London (2015) h/b 482pp £25.00 (ISBN 9781408703373)
This book is the fruit of a tremendous blend of skills. The mastery of sources and the political insight of a Ronald Syme, the narrative drive and storytelling style of a Robert Graves, and the racy candour of a televisual bonkbuster like Rome or Spartacus: that combination packs quite a punch and H. is by now (after Rubicon, Persian Fire, Millennium and Shadow of the Sword) something of an old hand at the recreation of the ancient world in the printed word. Like Syme, H. stresses the power politics and has no false respect for ‘the crooks, the adventurers, the opportunists’ (as Louis Macneice called them [Autumn Journal ix]) who ran much of the Roman empire in the period from 27 BC to AD 69. H. is alert to their schemes and stratagems, using the primary sources with astonishing fluency and accuracy and presenting them as the mafiosi they undoubtedly were.
His book begins with the founding of Rome (the ‘Children of the Wolf’) before moving swiftly on to the late republic and the career of Julius Caesar. The second chapter (‘Back to the Future’) sees the focus move to Livia, the future wife of Augustus and the mother of the dynasty which gives the book its title. We are taken skilfully through the lives and the careers of Augustus (the ‘Padrone’) and his dynastic successors Tiberius, Caligula Claudius and Nero, and the forward thrust of the narrative is matched by the panoramic view H. also affords us of the wider Roman scene in areas such as religion, literature and sex.
There is much that is confusing and dubious in Roman history but H. manages to illuminate the shadows above all with his vivid eye for metaphor. The monuments which suddenly appeared just before Caesar crossed the Rubicon are described memorably thus (p. 86):
‘These rival developments, set as they were against the squalor and decay general in the rest of the city, had glittered like gold fillings amid a mouthful of bleeding gums.’
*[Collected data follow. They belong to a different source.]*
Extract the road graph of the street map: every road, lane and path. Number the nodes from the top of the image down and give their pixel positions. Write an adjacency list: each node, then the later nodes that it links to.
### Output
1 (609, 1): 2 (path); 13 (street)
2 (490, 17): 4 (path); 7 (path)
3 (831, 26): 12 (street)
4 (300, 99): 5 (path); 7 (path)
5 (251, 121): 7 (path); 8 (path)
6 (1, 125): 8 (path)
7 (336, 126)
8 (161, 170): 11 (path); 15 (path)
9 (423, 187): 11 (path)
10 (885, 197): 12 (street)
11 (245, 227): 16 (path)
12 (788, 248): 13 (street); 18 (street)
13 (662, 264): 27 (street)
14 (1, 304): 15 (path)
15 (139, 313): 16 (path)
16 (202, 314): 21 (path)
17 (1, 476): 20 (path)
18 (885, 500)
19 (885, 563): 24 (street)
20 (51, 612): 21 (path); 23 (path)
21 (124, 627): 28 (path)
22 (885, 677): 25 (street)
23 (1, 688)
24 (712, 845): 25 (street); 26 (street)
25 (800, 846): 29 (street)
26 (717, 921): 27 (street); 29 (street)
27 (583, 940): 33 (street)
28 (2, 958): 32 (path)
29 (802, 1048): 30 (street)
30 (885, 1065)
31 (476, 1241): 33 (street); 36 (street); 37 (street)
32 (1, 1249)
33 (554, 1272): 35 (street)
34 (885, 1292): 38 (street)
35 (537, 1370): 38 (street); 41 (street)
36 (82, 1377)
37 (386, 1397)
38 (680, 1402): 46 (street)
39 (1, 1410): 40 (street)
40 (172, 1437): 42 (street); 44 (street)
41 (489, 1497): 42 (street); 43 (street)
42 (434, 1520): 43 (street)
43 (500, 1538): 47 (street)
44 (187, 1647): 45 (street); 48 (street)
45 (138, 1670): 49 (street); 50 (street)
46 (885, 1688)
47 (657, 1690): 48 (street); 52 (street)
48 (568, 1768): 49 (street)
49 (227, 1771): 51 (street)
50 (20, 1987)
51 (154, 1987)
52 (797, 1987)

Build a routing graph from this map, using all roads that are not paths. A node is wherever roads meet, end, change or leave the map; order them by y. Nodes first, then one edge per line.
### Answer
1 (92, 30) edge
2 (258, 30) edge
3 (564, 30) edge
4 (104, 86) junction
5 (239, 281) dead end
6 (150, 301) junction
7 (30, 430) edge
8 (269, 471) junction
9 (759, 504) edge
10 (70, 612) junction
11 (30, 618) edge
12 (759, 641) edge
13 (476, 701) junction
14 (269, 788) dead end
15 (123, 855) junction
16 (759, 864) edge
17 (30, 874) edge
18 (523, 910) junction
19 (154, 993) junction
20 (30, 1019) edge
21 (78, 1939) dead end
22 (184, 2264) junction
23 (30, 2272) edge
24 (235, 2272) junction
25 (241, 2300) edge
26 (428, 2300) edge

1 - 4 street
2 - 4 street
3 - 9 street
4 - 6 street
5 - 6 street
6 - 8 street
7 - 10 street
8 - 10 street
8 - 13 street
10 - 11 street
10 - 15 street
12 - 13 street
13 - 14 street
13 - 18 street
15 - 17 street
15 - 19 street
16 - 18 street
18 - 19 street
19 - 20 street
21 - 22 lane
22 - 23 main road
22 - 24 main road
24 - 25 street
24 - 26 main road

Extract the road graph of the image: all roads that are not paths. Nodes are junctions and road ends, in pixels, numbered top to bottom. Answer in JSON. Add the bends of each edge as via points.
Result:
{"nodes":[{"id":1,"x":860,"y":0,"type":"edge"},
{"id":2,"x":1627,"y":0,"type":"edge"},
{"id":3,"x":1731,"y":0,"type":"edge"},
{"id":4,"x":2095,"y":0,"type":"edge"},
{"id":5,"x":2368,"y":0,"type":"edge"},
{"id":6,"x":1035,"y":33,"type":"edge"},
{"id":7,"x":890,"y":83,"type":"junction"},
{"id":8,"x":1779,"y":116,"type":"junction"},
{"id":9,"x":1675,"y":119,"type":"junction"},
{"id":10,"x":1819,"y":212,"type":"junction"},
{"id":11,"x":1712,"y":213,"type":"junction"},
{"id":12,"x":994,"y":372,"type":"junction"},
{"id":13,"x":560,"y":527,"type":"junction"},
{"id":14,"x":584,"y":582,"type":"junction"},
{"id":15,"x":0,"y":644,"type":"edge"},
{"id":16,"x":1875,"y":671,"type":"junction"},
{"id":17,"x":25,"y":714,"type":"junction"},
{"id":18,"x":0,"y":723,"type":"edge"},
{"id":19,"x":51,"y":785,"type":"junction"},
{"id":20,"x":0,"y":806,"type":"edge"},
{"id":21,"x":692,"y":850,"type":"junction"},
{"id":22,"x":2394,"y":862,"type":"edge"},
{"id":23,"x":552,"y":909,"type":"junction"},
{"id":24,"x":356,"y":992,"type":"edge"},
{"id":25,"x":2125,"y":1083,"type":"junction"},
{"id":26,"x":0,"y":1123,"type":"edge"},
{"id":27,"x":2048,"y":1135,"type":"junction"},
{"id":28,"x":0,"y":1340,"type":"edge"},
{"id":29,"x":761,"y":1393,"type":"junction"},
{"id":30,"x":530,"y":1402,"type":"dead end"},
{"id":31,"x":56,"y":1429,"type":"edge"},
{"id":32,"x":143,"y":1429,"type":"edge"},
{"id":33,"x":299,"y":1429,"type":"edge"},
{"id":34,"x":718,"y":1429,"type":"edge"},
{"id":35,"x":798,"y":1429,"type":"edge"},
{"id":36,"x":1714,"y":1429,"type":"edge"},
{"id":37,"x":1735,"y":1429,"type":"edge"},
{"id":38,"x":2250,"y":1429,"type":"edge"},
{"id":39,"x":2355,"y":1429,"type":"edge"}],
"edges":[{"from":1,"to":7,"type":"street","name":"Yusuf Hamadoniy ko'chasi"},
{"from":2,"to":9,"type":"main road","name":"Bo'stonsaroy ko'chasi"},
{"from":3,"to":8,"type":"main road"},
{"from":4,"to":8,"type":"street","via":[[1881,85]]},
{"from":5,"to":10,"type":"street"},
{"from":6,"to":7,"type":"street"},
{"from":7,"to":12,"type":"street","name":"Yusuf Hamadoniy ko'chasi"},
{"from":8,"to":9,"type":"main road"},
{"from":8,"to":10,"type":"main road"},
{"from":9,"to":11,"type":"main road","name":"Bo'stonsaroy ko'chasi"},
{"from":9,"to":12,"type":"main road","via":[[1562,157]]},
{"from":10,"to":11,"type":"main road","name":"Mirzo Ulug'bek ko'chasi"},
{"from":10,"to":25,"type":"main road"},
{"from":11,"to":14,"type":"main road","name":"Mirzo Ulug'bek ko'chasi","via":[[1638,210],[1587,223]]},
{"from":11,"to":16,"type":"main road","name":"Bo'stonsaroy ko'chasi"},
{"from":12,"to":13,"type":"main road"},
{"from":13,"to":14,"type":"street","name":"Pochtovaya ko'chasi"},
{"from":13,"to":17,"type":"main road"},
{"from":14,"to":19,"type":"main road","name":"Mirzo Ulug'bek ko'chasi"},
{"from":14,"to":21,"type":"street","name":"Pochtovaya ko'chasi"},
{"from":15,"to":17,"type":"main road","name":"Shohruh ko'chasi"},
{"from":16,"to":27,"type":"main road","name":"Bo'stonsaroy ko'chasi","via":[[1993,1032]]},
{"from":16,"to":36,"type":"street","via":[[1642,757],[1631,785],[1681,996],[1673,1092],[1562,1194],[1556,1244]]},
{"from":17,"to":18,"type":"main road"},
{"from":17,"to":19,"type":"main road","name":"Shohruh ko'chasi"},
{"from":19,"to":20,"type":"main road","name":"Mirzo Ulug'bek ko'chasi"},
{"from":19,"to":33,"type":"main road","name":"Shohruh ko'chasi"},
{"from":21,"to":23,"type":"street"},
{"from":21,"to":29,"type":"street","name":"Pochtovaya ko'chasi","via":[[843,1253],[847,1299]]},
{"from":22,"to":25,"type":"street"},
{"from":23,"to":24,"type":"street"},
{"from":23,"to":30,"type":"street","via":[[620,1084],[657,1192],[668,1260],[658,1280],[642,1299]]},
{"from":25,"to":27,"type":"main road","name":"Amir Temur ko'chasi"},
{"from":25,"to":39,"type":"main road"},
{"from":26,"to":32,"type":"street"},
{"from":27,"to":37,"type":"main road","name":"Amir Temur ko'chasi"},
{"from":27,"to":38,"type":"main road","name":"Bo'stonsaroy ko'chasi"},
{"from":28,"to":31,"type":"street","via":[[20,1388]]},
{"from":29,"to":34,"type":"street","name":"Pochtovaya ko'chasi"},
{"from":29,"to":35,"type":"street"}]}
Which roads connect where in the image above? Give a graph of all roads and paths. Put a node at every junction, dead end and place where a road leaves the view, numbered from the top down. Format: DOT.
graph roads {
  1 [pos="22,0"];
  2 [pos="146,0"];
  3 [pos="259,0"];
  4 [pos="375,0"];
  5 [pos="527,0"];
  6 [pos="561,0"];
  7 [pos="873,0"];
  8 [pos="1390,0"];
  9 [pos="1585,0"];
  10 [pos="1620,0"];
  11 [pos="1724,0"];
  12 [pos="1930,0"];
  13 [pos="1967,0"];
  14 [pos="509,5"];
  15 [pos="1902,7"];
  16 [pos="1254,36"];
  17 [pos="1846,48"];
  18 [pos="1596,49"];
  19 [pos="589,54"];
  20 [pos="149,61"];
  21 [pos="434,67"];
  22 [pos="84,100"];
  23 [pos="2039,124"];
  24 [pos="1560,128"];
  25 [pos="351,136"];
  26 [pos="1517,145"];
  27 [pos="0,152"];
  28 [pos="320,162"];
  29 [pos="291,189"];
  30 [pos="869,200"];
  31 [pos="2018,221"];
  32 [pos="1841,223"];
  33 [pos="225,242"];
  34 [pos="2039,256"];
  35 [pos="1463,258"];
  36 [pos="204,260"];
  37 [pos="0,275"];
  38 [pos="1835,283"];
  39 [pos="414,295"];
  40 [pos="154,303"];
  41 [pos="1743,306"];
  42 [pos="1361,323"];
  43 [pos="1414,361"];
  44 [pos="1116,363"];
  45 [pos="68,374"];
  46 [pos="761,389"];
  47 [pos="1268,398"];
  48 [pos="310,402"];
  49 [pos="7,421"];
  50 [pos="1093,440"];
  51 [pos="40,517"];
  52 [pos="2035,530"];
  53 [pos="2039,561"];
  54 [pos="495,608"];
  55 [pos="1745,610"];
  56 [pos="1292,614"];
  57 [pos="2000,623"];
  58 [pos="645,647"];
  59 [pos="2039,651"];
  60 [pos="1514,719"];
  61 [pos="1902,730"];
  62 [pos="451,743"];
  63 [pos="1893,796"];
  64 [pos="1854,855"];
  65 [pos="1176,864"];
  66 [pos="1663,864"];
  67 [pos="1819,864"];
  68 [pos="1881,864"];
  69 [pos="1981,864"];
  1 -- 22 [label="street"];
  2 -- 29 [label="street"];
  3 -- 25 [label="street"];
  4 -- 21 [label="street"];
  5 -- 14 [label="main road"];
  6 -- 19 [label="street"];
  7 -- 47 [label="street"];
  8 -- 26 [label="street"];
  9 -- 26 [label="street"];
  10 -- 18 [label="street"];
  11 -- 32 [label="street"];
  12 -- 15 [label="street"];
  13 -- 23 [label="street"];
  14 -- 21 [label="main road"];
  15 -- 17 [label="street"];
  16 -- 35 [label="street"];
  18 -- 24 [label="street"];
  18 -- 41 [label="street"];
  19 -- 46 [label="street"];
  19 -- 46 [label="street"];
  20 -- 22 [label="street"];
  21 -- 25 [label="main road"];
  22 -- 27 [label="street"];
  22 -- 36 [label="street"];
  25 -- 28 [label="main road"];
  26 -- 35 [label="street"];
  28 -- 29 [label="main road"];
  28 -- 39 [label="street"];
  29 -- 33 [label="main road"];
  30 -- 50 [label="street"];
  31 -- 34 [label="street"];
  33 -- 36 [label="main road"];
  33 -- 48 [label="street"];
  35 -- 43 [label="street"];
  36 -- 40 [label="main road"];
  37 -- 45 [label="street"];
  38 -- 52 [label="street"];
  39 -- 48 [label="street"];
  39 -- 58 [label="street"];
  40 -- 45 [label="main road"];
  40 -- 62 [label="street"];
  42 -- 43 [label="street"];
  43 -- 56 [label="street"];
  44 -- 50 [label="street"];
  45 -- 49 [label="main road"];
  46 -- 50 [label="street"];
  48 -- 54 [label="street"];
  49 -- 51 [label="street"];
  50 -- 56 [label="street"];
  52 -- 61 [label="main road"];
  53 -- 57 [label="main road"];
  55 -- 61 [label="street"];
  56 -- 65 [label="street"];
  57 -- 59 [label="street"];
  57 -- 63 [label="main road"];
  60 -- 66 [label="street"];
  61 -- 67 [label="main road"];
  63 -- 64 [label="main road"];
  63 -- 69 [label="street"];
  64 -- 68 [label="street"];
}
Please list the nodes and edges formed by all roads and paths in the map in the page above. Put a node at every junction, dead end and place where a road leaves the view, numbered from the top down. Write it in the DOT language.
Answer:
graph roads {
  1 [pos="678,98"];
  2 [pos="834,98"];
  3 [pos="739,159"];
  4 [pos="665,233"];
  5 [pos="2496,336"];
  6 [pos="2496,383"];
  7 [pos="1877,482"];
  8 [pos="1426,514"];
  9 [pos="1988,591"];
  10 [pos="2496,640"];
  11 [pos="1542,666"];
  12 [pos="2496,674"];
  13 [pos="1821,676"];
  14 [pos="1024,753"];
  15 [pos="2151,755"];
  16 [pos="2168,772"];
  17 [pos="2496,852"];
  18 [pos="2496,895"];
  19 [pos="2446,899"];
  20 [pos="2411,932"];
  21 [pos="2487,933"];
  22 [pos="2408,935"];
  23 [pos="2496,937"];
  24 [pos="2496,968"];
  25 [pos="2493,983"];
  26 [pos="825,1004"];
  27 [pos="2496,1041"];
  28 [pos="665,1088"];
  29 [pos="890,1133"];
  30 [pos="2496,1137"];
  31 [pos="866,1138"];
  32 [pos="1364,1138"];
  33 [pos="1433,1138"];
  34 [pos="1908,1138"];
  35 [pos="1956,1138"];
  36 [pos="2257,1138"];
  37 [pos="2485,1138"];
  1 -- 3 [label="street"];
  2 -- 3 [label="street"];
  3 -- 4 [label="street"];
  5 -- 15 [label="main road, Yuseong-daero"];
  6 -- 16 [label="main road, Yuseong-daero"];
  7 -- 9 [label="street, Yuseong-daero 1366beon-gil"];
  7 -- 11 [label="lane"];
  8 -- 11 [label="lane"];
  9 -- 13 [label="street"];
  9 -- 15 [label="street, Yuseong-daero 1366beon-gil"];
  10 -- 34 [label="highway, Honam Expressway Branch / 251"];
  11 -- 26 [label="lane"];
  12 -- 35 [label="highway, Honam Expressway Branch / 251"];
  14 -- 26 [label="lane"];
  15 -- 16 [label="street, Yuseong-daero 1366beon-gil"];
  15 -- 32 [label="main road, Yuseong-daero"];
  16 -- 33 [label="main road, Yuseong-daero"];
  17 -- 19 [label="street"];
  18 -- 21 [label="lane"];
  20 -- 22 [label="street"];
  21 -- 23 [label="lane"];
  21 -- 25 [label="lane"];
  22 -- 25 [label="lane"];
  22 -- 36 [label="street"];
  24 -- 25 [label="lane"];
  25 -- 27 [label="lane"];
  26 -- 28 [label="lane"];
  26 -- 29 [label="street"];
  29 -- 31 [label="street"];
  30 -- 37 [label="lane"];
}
Those of us who have taught this period know how hard it can be for students to remember who is who (‘who? oh, that Agrippina’); H. is alive to this and overcomes it with vivid characterisation—Maecenas is seen as ‘perfumed and smooth’, Claudius had the reputation of being a ‘pliable dolt’, Tiberius was ‘notoriously stingy’ and so on—and he also gives us a wealth of illustrations and family-trees just where we need them. The style of the narrative prizes clarity above all else and this book (like its predecessors) will make a splendid audiobook in due course.
Much of H.’s material is familiar ground but quite a bit of it is not the usual fare served up to students in traditional schools and colleges. H. unearths a lot of the squalid and the sensational bits which our teachers somehow forgot to mention—did you know what Hostius Quadra (pp. 109-10) got up to with mirrors, or why Sporus was called Sporus? —or interesting vignettes such as Lucius Vitellius’ use of his beloved’s spittle mixed with honey as throat medicine (p.328). His motive is not mere prurience or tabloid sensationalism, but simply a continuation of Peter Wiseman’s insistence (Catullus and his World 1-14) that the Roman world was ‘a world not ours’. We should not see them as Victorian moralists but let them be what they were, warts, perversions and all.
Good historians always cite their sources and this can result in pages of exhaustive and exhausting footnotes: H. weaves the quotations into his narrative, letting the Romans themselves do much of the talking, and cites his sources in the footnotes at the end of the volume. Take this (p. 108) for an example of a remark on the sexual mores of the time backed up by a quotation and an apposite character-sketch:
‘ “How like a rustic, to get upset when your wife cheats on you.” So Ovid, a man with his finger on the pulse of high society, observed with practised smoothness.’
All the sources available to him are fair game—and this means that poetry is cited alongside prose histories, speeches, biographers,and that the contemporaries (such as Ovid and Horace) are cited alongside later authorities such as Suetonius and Plutarch. This does raise the obvious question about the relative merits of different categories of literature as reliable sources, but H. uses them with such judicious ease as part of a wholly convincing narrative that we rarely see the joins, and his highly convincing preface acknowledges the issue and justifies his stance. There is a very full bibliography to send us scurrying off for (even) more information on the areas covered, and the book is immaculately produced and proof-read.
This is almost certainly the most readable book on Roman history this year and it obviously deserves to be in every college and school library. You will certainly enjoy it and you will learn a lot from it, even if you think you know the story already, but caveat lector—it should also perhaps carry a 15 certificate.